A Catholic church representative is to probe the 'black sheep' diocese of Albenga-Imperia for alleged sexual harassment of parishioners and involvement in pornography

The Telegraph, UK/October 23, 2014

By Nick Squires

A scandal-ridden Catholic diocese in Italy where priests posted naked photos of themselves on gay websites, raided church coffers and sexually harassed parishioners is to be investigated by a special envoy to Pope Francis.

The Pope reportedly intends to send an “apostolic administrator” to assess allegations that the diocese of Albenga-Imperia, in the Liguria region of northern Italy, has hosted a string of “playboy priests” moon-lighting as barmen, stealing parish funds and getting tattooed.

Described by one Italian newspaper as “the most gossiped about diocese in Italy”, it has been run for the last 25 years by Bishop Mario Oliveri, 70.

He is expected to be replaced in the near future by an auxiliary bishop, according to Il Secolo XIX, the region’s main newspaper.

Pope Francis has already sent Adriano Bernardini, an apostolic nuncio, or ambassador, to conduct a preliminary investigation into the scandals thay have allegedly unfolded under Bishop Oliveri’s watch.

The bishop himself is not accused of any wrongdoing, but is reported to have been overly-charitable in recruiting “black sheep” priests with distinctly chequered pasts, including trainee priests expelled from seminaries for misconduct.

They include a priest who was found guilty of organising an under-age prostitution ring and others who posted nude photos of themselves on Facebook and gay websites.

Priests in the diocese have been accused of sexually harassing parishioners, living with gay partners and stealing Communion money.

Father Luciano Massaferro, for instance, a parish priest, was sentenced to nearly eight years in prison after being found guilty of sexually abusing an altar boy. He had been strenuously defended by the bishop.

The large number of scandals were brought to the Vatican’s attention by appalled parishioners, including a doctor, Luisa Bonello, who wrote to the Pope in February. She committed suicide last month.

When asked about the investigation, Bishop Oliveri, a fervent traditionalist who once celebrated a three-hour Mass in Latin, told La Repubblica newspaper: “I don’t want to talk about it.

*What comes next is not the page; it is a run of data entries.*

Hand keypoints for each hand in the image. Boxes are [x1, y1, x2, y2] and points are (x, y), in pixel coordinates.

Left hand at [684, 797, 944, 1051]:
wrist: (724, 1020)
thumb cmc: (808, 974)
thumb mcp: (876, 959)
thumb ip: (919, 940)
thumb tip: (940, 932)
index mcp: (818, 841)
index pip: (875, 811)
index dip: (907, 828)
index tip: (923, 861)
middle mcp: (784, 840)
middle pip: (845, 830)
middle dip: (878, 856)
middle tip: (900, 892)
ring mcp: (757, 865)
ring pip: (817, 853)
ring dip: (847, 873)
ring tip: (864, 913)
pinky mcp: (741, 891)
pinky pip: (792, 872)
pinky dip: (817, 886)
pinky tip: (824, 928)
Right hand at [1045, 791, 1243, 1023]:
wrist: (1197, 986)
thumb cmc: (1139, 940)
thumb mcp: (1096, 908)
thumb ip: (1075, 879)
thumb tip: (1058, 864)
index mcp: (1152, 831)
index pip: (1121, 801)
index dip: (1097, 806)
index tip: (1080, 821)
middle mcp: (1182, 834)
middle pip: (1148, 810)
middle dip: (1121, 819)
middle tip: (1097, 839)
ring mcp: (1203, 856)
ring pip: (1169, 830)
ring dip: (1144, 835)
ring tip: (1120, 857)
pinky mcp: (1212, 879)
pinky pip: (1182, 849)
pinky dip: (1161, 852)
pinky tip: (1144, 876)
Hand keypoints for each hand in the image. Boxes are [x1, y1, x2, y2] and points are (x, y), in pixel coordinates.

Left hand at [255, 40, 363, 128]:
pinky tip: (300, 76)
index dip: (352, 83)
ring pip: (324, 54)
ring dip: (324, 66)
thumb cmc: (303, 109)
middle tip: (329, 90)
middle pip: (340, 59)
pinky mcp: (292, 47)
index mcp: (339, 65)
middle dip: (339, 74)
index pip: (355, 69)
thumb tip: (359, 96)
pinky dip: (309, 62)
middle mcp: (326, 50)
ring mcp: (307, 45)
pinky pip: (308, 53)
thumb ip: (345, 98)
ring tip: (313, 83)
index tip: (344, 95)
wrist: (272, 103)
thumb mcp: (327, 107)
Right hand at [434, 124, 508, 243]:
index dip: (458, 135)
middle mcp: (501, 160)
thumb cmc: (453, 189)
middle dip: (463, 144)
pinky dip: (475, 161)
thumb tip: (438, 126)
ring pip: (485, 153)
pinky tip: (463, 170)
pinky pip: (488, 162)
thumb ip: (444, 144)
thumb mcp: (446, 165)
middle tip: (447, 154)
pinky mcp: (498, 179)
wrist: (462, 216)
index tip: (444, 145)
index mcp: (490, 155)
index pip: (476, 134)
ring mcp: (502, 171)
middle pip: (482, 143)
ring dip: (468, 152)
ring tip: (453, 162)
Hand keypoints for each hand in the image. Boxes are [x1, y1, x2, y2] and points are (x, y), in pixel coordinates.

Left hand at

This is not the right time.”

A Vatican spokesman said the Holy See would not comment on an ongoing investigation.

“We never comment on these matters - they are confidential and it wouldn’t be correct,” Father Ciro Benedettini told The Telegraph. “We would only issue a statement at the end of the investigation, if any decisions are taken.”

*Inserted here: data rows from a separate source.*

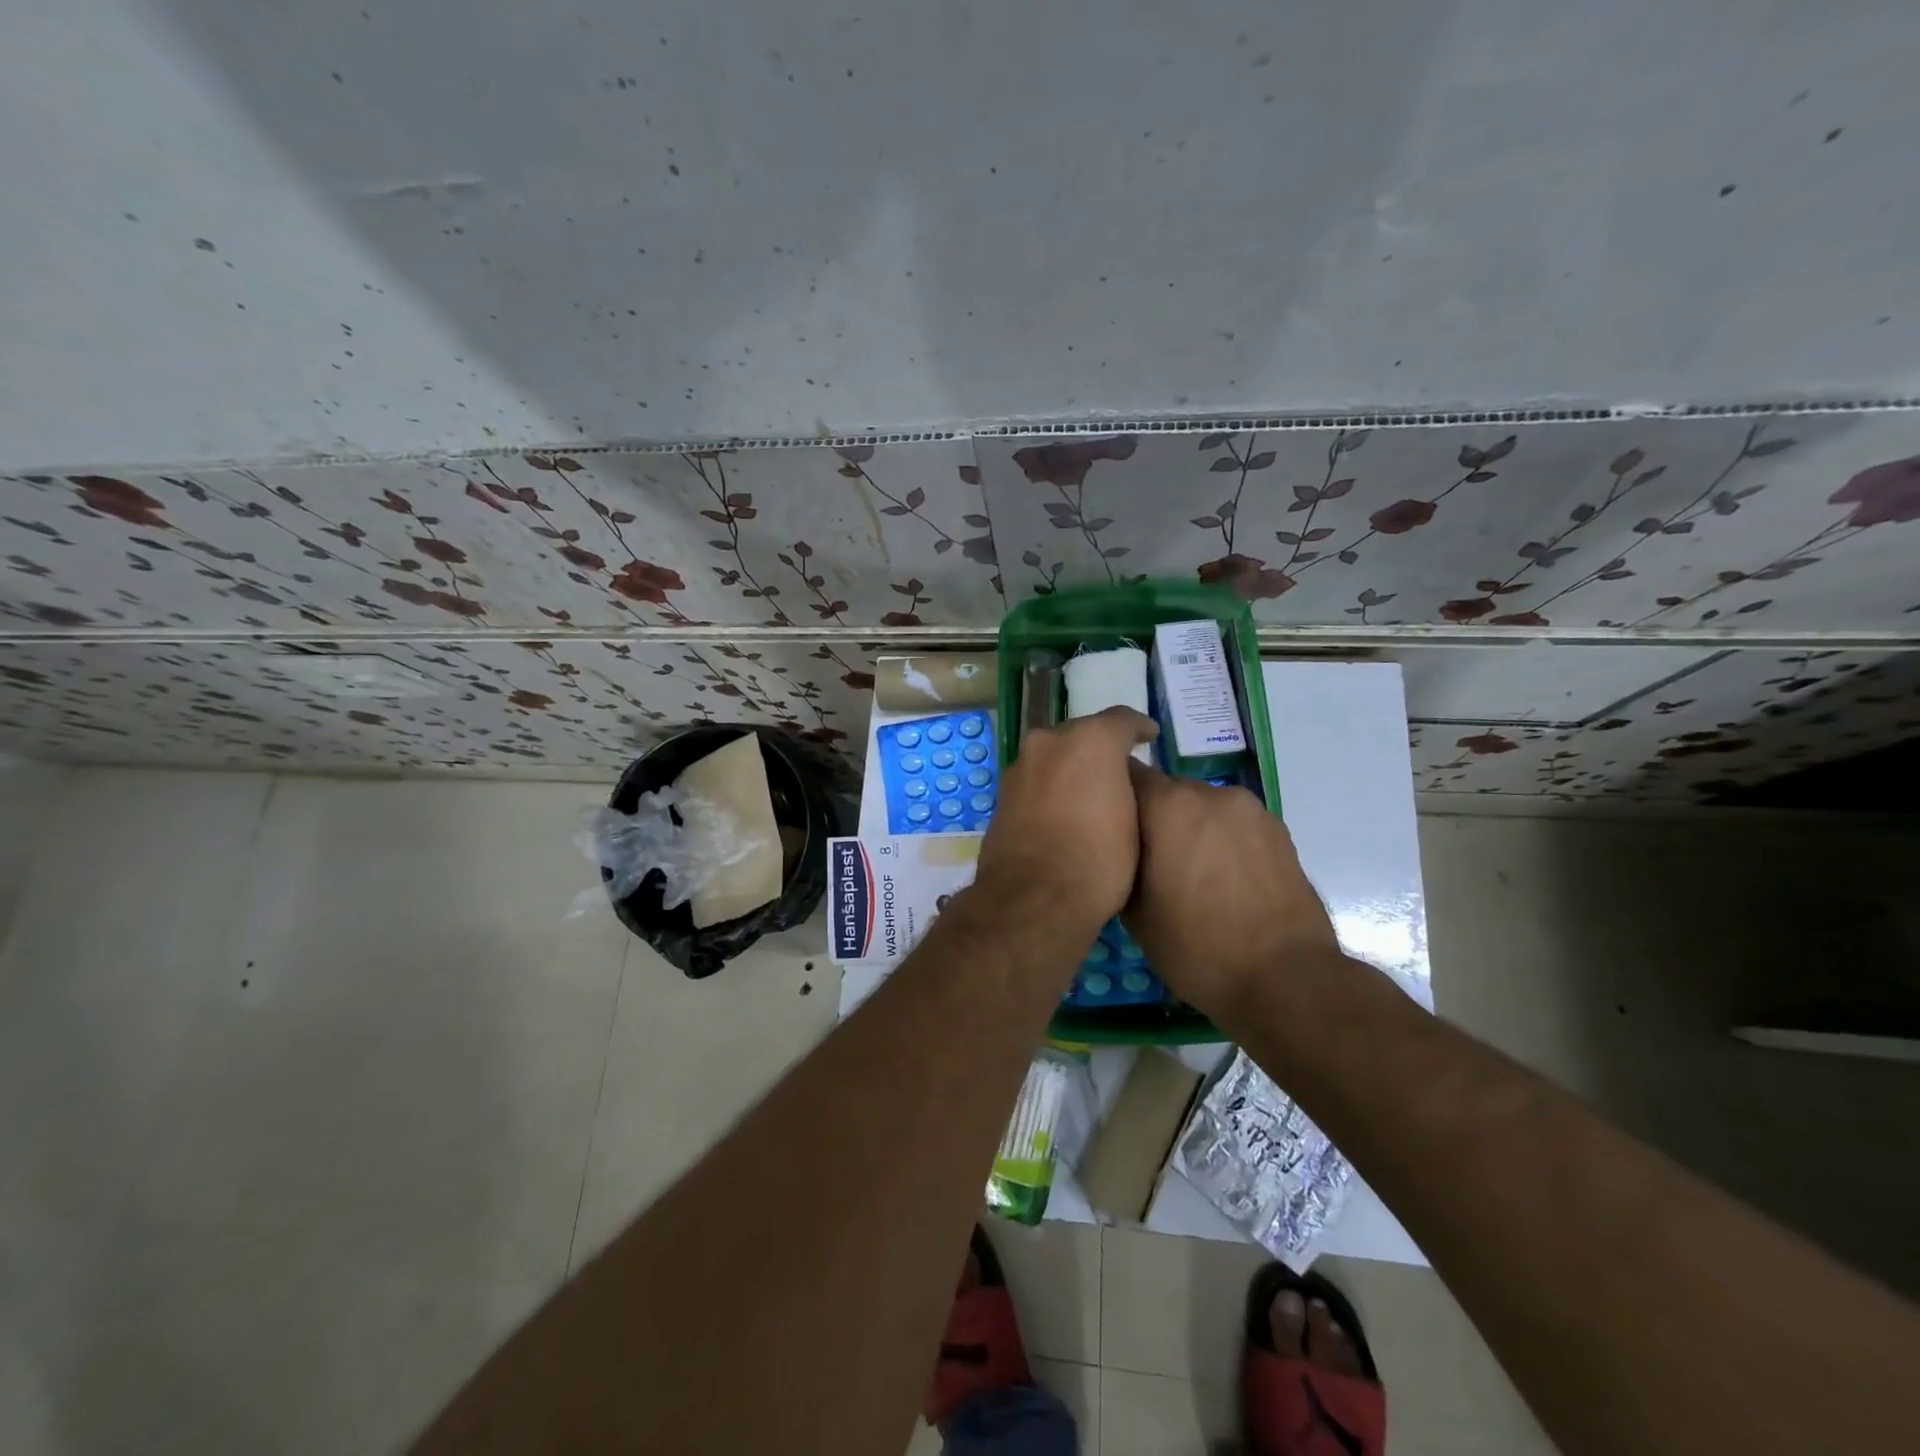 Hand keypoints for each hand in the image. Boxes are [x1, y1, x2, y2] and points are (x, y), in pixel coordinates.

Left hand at [974, 707, 1156, 934]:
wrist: (1033, 897)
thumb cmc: (1099, 859)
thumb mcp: (1135, 821)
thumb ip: (1128, 787)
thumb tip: (1118, 783)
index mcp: (1089, 741)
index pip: (1121, 720)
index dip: (1139, 728)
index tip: (1149, 736)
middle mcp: (1049, 742)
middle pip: (1081, 735)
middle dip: (1099, 748)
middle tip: (1118, 770)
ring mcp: (1020, 767)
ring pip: (1053, 756)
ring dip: (1070, 767)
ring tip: (1089, 792)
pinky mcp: (1002, 794)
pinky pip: (1036, 780)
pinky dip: (1050, 787)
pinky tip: (1062, 810)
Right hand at [1123, 764, 1342, 1021]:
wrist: (1287, 979)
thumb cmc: (1197, 948)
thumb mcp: (1134, 913)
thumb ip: (1119, 863)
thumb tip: (1116, 849)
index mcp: (1168, 806)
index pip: (1125, 774)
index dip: (1111, 796)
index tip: (1104, 824)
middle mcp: (1209, 793)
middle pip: (1167, 789)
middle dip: (1153, 816)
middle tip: (1145, 858)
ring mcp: (1250, 809)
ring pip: (1203, 806)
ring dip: (1189, 828)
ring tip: (1188, 873)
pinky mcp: (1279, 830)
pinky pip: (1234, 824)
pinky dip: (1221, 840)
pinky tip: (1222, 880)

Since being elected in March 2013, Pope Francis has shown that he has little patience for senior figures within the Church who transgress.

In March this year, the Argentinean pontiff removed from his post Germany’s so-called “bishop of bling”, Franz-Peter Tebartz-van Elst, after it emerged that he had spent 31 million euros of Church funds on his own residence in the diocese of Limburg.

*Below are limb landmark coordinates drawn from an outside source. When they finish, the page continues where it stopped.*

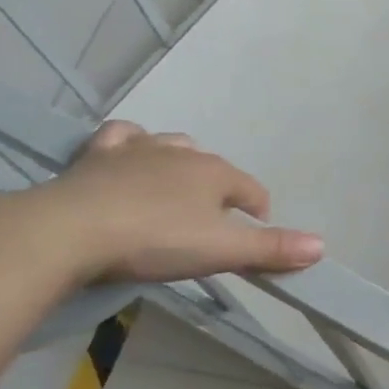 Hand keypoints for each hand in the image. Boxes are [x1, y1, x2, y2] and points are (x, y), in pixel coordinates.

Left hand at [23, 121, 323, 284]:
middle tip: (210, 223)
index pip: (252, 189)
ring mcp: (136, 151)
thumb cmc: (153, 240)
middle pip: (213, 167)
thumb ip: (270, 248)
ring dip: (181, 163)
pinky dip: (130, 144)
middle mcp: (181, 153)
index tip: (255, 235)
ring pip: (172, 145)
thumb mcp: (219, 251)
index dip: (258, 211)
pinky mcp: (95, 156)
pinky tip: (127, 157)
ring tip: (176, 190)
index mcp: (215, 173)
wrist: (67, 231)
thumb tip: (322, 246)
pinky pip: (121, 137)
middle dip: (220, 190) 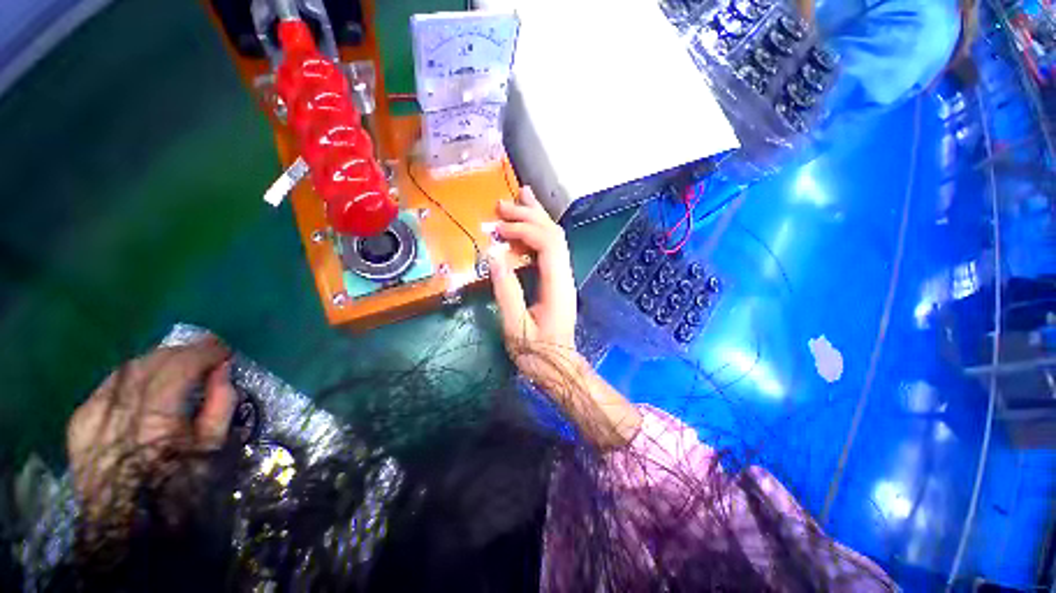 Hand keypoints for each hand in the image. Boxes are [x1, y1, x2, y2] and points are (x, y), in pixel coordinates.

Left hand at [67, 339, 235, 520]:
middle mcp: (120, 411)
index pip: (179, 366)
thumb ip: (220, 404)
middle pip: (150, 362)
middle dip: (181, 352)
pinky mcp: (79, 422)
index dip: (204, 351)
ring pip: (127, 370)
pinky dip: (130, 377)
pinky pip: (107, 385)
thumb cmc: (181, 488)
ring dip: (156, 361)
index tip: (223, 349)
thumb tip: (222, 369)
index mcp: (156, 420)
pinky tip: (143, 383)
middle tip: (204, 353)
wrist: (129, 527)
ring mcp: (93, 415)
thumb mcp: (212, 448)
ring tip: (177, 365)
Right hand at [489, 186, 641, 447]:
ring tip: (519, 199)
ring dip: (536, 218)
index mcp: (557, 285)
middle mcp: (565, 275)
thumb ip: (506, 291)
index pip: (547, 243)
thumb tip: (493, 256)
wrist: (559, 367)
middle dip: (530, 215)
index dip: (524, 230)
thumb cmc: (537, 353)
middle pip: (554, 234)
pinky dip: (536, 233)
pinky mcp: (557, 281)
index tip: (499, 230)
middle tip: (503, 205)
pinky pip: (549, 250)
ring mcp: (563, 277)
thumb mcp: (515, 326)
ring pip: (555, 238)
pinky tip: (525, 227)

His palatial residence featured a free-standing bath that cost 15,000 euros, a conference table that cost 25,000 euros and a private chapel that cost nearly three million euros to build.

The bishop’s extravagant spending was sharply at odds with the message of austerity and humility that Pope Francis has promoted since succeeding Benedict XVI 18 months ago.

In July, in an unprecedented move sanctioned by the Pope, a Catholic archbishop and former Holy See ambassador was defrocked after being convicted of sexually abusing teenage boys, making him the most senior Vatican figure to be punished for such a crime.

Archbishop Jozef Wesolowski, who was the Vatican’s nuncio to the Dominican Republic, was found guilty of sex abuse by the Vatican’s Congregation for the Doctrine of the Faith.

He is now under houses arrest, pending the outcome of criminal proceedings launched by Vatican judicial authorities.

He has been charged with sexual abuse of minors and possession of child pornography.

He is expected to be put on trial before a Vatican tribunal early next year and if convicted faces up to seven years in jail.